Síntese de Evidências para Políticas de Saúde

Opção 4 – Promover a interação entre pesquisadores e tomadores de decisão

Muitos estudos indicam que existe uma lacuna entre pesquisadores e tomadores de decisões (know-do gap), fato que pode ser responsável pela pouca utilização do conhecimento científico na formulação e implementação das políticas públicas de saúde. Aumentar e melhorar a interação e o diálogo entre pesquisadores e tomadores de decisão pode estimular o uso de evidências nas políticas públicas. Para isso, espaços indutores do diálogo e interação entre os setores são necessários para que resultados de pesquisas científicas possam ser incorporados e aplicados nas políticas de saúde.

Quadro 4 – Achados relevantes para a opção, segundo revisões sistemáticas/avaliações econômicas

Categorias dos achados Síntese dos achados mais relevantes
Benefícios Uma maior interação entre pesquisadores e tomadores de decisões vem, há anos, sendo considerada uma eficiente estratégia para estimular o uso de pesquisas em saúde na elaboração de políticas, conforme indicaram um estudo primário e uma revisão sistemática de baixa qualidade (LOMAS, 1997; LAVIS et al., 2005). Bowman et al. (2012) propuseram que o diálogo entre pesquisadores e tomadores de decisões pode facilitar a discussão sobre políticas e sobre como implementá-las.
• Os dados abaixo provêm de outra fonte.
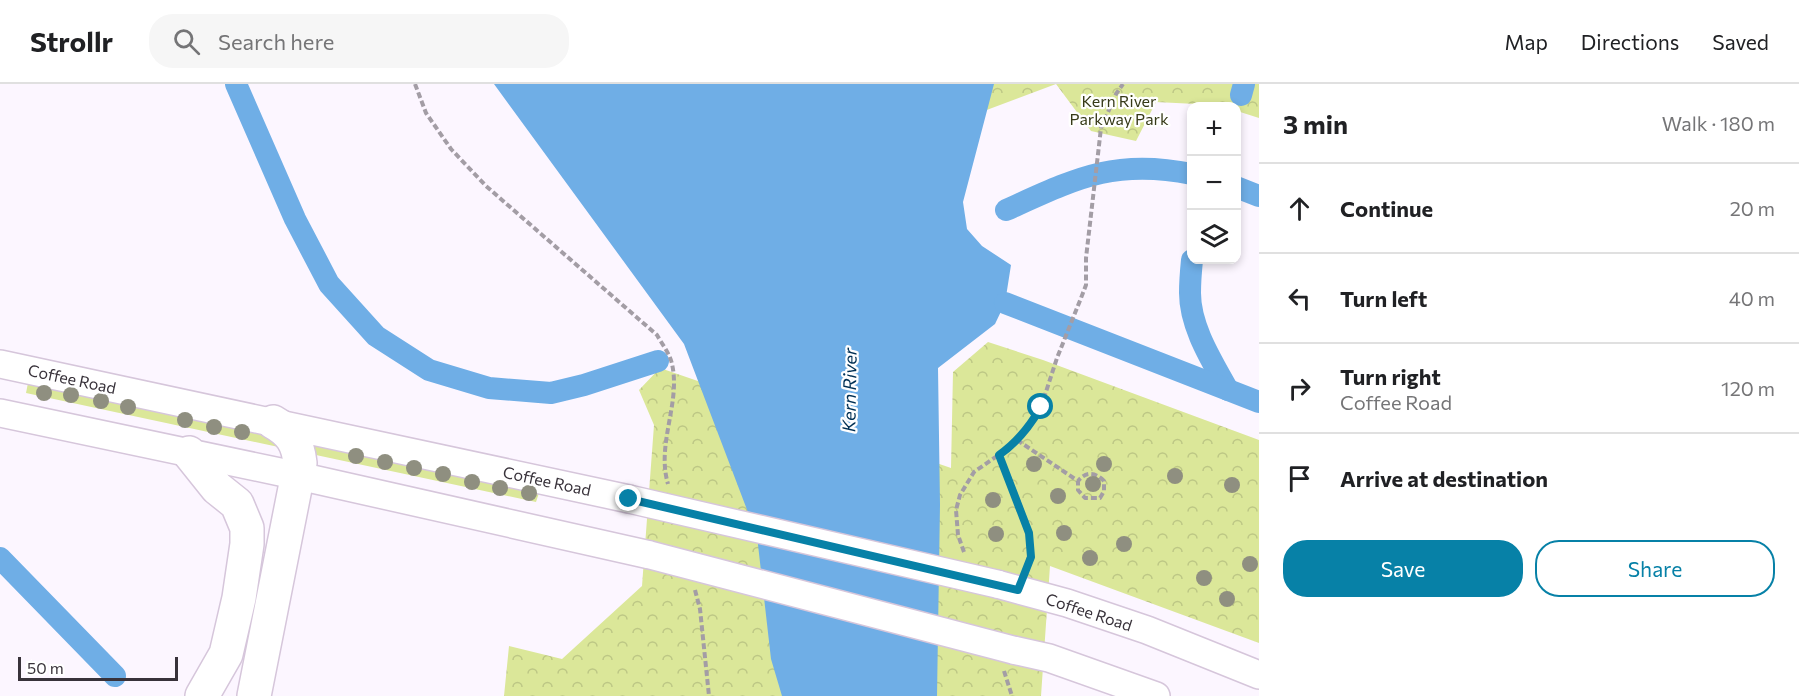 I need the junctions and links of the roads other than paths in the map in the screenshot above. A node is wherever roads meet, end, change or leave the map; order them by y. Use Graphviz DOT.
graph roads {
  1 [pos="0,364"];
  2 [pos="0,412"];
  3 [pos="273,422"];
  4 [pos="189,453"];
  5 [pos="299,476"];
  6 [pos="1259,675"];
  7 [pos="202,696"];
  8 [pos="254,696"];
  9 [pos="1156,696"];
  1 -- 3 [label="main road, Coffee Road"];
  2 -- 4 [label="main road"];
  3 -- 5 [label="highway"];
  3 -- 6 [label="main road, Coffee Road, bridge"];
  4 -- 5 [label="main road"];
  4 -- 7 [label="highway"];
  5 -- 8 [label="highway"];
  5 -- 9 [label="main road, bridge"];
}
A estratégia mais citada para promover o uso de evidências científicas, segundo tomadores de decisões, é melhorar ao acesso a pesquisa e pesquisadores (CAMPBELL et al., 2009). Por parte dos pesquisadores, a existência de contato prévio ou a criação de redes com tomadores de decisões funcionam como facilitadores do uso das suas pesquisas na elaboração e implementação de políticas para saúde (CAMPBELL et al., 2009). A implantação de estratégias para aumentar o diálogo entre tomadores de decisão e pesquisadores pode fazer com que tomadores de decisão passem a apreciar o processo de construção científica e se envolvam mais na geração de evidências (OREM et al., 2012).
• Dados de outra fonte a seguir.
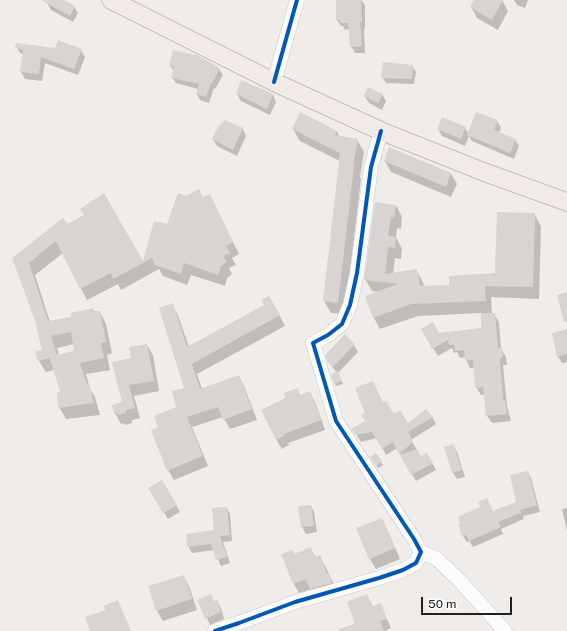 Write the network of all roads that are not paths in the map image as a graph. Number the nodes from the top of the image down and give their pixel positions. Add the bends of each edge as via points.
1 (111, 0) edge
2 (296, 0) edge
3 (274, 82) junction
4 (381, 131) junction
5 (567, 202) edge
6 (421, 552) junction
7 (215, 631) edge
8 (505, 631) edge

1 - 3 main road
2 - 3 street
3 - 4 main road
4 - 5 main road
4 - 6 street via 371,167 357,273 350,305 342,324 313,343 336,421
6 - 7 street via 416,563 402,570 295,602
6 - 8 street via 437,559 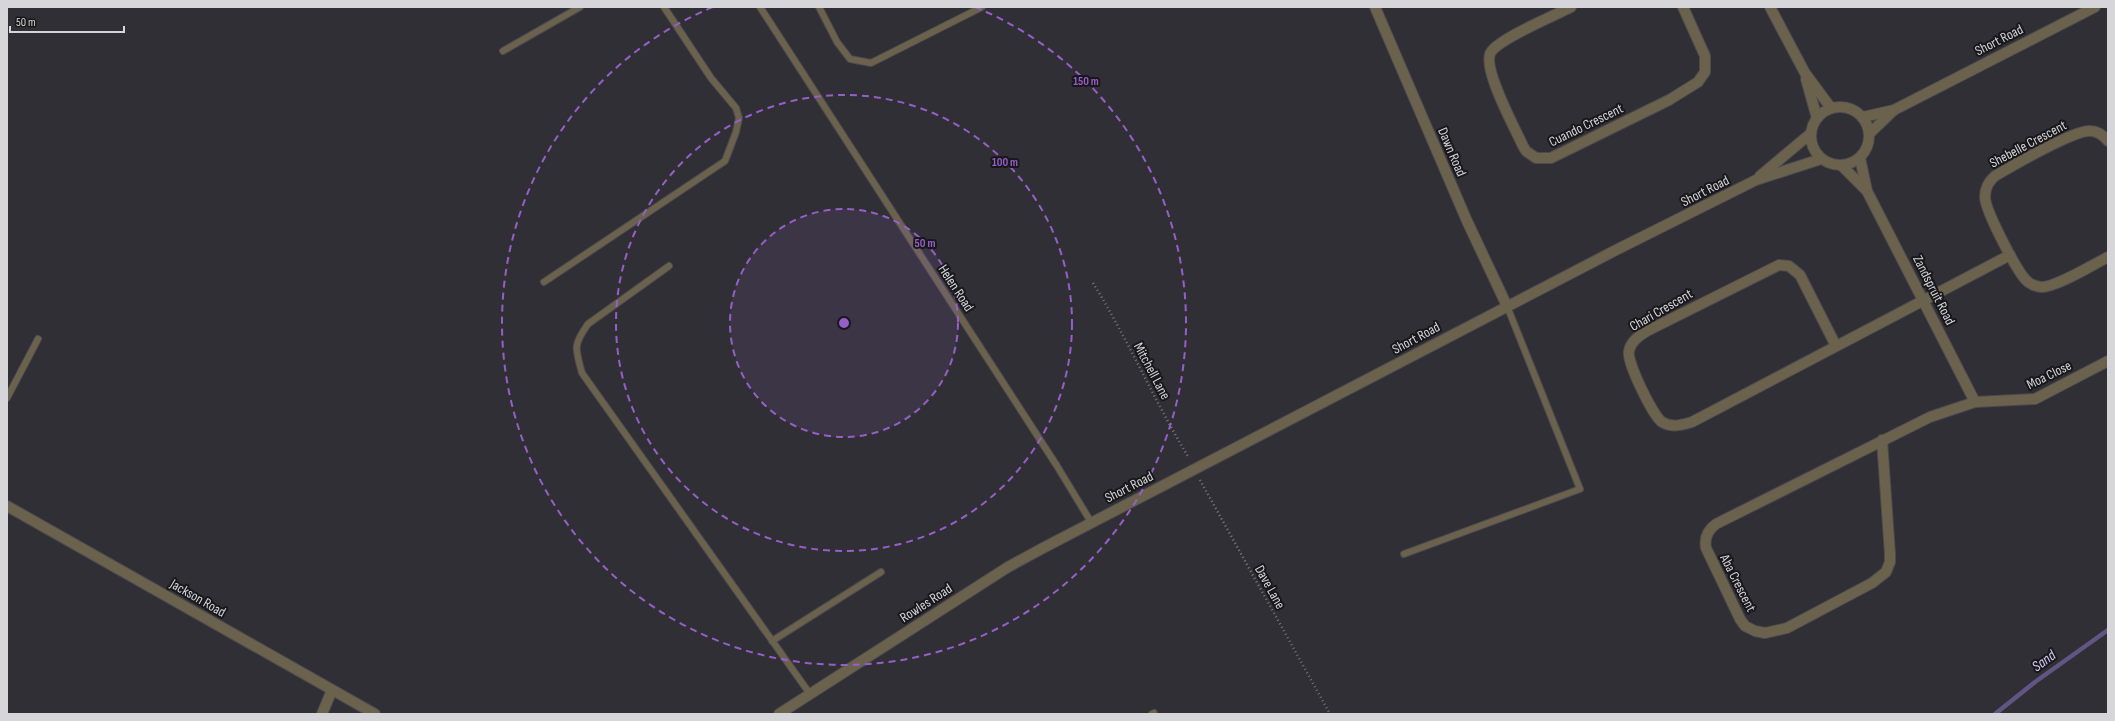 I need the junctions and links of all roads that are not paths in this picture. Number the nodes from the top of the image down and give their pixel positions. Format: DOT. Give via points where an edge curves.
graph roads {
  1 [pos="580,7"];
  2 [pos="664,7"];
  3 [pos="760,7"];
  4 [pos="819,7"];
  5 [pos="982,7"];
  6 [pos="1375,7"];
  7 [pos="1571,7"];
  8 [pos="1683,7"];
  9 [pos="1770,7"];
  10 [pos="2095,7"];
  11 [pos="503,51"];
  12 [pos="1805,73"];
  13 [pos="1831,108"];
  14 [pos="1894,110"];
  15 [pos="1863,117"];
  16 [pos="1817,118"];
  17 [pos="1870,133"];
  18 [pos="1810,134"];
  19 [pos="2108,141"];
  20 [pos="1860,158"];
  21 [pos="1821,159"];
  22 [pos="1842,166"];
  23 [pos="1756,180"];
  24 [pos="1867,191"];
  25 [pos="2010,255"];
  26 [pos="2108,257"];
  27 [pos="669,266"];
  28 [pos="544,282"];
  29 [pos="1923,300"];
  30 [pos="1507,306"];
  31 [pos="38,339"];
  32 [pos="1836,346"];
  33 [pos="2108,361"];
  34 [pos="7,398"];
  35 [pos="1975,402"];
  36 [pos="1882,440"];
  37 [pos="7,506"];
  38 [pos="1091,522"];
  39 [pos="1404,554"];
  40 [pos="881,572"];
  41 [pos="772,641"];
  42 [pos="332,690"];
  43 [pos="810,694"];
  44 [pos="322,714"];
  45 [pos="375,714"];
  46 [pos="779,714"];
  1 -- 11 [label="lane"];
  2 -- 28 [label="lane" via="710,78 736,108 739,118 725,161"];
  3 -- 38 [label="lane, Helen Road"];
  4 -- 5 [label="lane" via="837,42 850,59 871,63"];
  6 -- 30 [label="street, Dawn Road" via="1467,221"];
  7 -- 8 [label="street, Cuando Crescent" via="1513,36 1491,51 1488,58 1490,75 1523,146 1526,152 1536,158 1551,158 1579,145 1670,100 1698,82 1705,72 1705,56"];
  9 -- 12 [label="street"];
  10 -- 14 [label="street, Short Road"];
  12 -- 13 [label="street"];
  12 -- 16 [label="street"];
  13 -- 15 [label="street" via="1848,108"];
  13 -- 16 [label="street"];
  14 -- 15 [label="street, Short Road"];
  14 -- 17 [label="street, Short Road"];
  15 -- 17 [label="street"];
  16 -- 18 [label="street"];
  17 -- 20 [label="street" via="1866,151"];
  18 -- 21 [label="street" via="1814,150"];
  18 -- 23 [label="street, Short Road"];
  19 -- 25 [label="street, Shebelle Crescent" via="2098,133 2083,131 2003,171 1990,181 1985,192 1985,202"];
  20 -- 22 [label="street"];
  20 -- 24 [label="street, Zandspruit Road"];
  21 -- 22 [label="street"];
  21 -- 23 [label="street, Short Road"];
  22 -- 24 [label="street, Zandspruit Road"];
  23 -- 30 [label="street, Short Road"];
  24 -- 29 [label="street, Zandspruit Road"];
  25 -- 26 [label="street, Shebelle Crescent" via="2028,282 2040,287 2056,283"];
  25 -- 29 [label="street"];
  27 -- 41 [label="lane" via="588,324 580,335 575,349 582,373 601,402"];
  29 -- 32 [label="street, Chari Crescent"];
  29 -- 35 [label="street, Zandspruit Road"];
  30 -- 38 [label="street, Short Road"];
  30 -- 39 [label="lane" via="1580,489"];
  31 -- 34 [label="lane"];
  32 -- 32 [label="street, Chari Crescent" via="1692,422 1672,426 1657,417 1631,367 1628,352 1633,342 1647,331 1779,265 1789,266 1800,275"];
  33 -- 35 [label="street, Moa Close" via="2035,399"];
  35 -- 36 [label="street, Aba Crescent" via="1930,417"];
  36 -- 36 [label="street, Aba Crescent" via="1724,519 1711,528 1705,539 1708,554 1745,626 1765,633 1787,628 1872,583 1886,572 1890,554"];
  37 -- 42 [label="street, Jackson Road"];
  38 -- 43 [label="street, Rowles Road" via="1008,567"];
  40 -- 41 [label="lane"];
  41 -- 43 [label="lane"];
  42 -- 44 [label="street"];
  42 -- 45 [label="street, Jackson Road"];
  43 -- 46 [label="street, Rowles Road"];
}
Danos potenciais Não foram reportados danos potenciais relacionados com esta opção.
Custos ou custo/efetividade em relação à situação atual Não foram encontrados estudos que avaliaram custos ou custo-efetividade desta opção. Podem ser caracterizados como custos potenciais o tempo investido por tomadores de decisões e pesquisadores para estabelecer o diálogo, além dos custos de deslocamentos dos mesmos.
Incertezas em relação aos benefícios, danos potenciais riscos, de modo que o monitoramento e avaliação sejam garantidos se a opção for implementada Mesmo que seja estabelecido o diálogo entre pesquisadores e tomadores de decisões, outros fatores como pressões políticas, e conflitos de interesse podem dificultar a formação de um consenso entre os atores (INNVÆR et al., 2002; OREM et al., 2012; OLIVER et al., 2014).
Principais elementos da opção (se ela já foi implementada/testada em outro lugar) Os principais elementos da opção envolvem a organização de espaços deliberativos ou de plataformas institucionalizadas onde resultados de pesquisa e projetos de políticaspara a saúde sejam apresentados e discutidos com a participação de pesquisadores e tomadores de decisões. Uma pesquisa realizada em Bahrein revelou que o país apresenta um alto uso de evidência científica no processo de elaboração de políticas, possivelmente resultado da interação entre pesquisadores e tomadores de decisões (EL-JARDALI et al., 2012).
Percepção dos sujeitos sociais (grupos de interesse) envolvidos na opção, quanto à sua efetividade De acordo com uma revisão sistemática de alta qualidade, o facilitador mais mencionado para se obter um maior uso de evidência científica na elaboração de políticas para saúde é o contato pessoal entre pesquisadores e tomadores de decisões (INNVÆR et al., 2002). Outra revisão da literatura observou a necessidade de implantação de plataformas institucionalizadas para aumentar o diálogo entre pesquisadores e tomadores de decisões (OREM et al., 2012).

Resultados de entrevistas com tomadores de decisões e pesquisadores revelaram que grande parte dos tomadores de decisões (74%) tinha interesse em contatar pesquisadores no último ano, entretanto, pouco mais da metade teve facilidade em dialogar com um pesquisador. Um resultado similar foi observado quando pesquisadores quiseram contatar tomadores de decisões (CAMPBELL et al., 2009).

Similarmente, um estudo conduzido na região leste do mediterrâneo revelou que menos da metade dos tomadores de decisões estabelecem colaborações com pesquisadores (EL-JARDALI et al., 2012).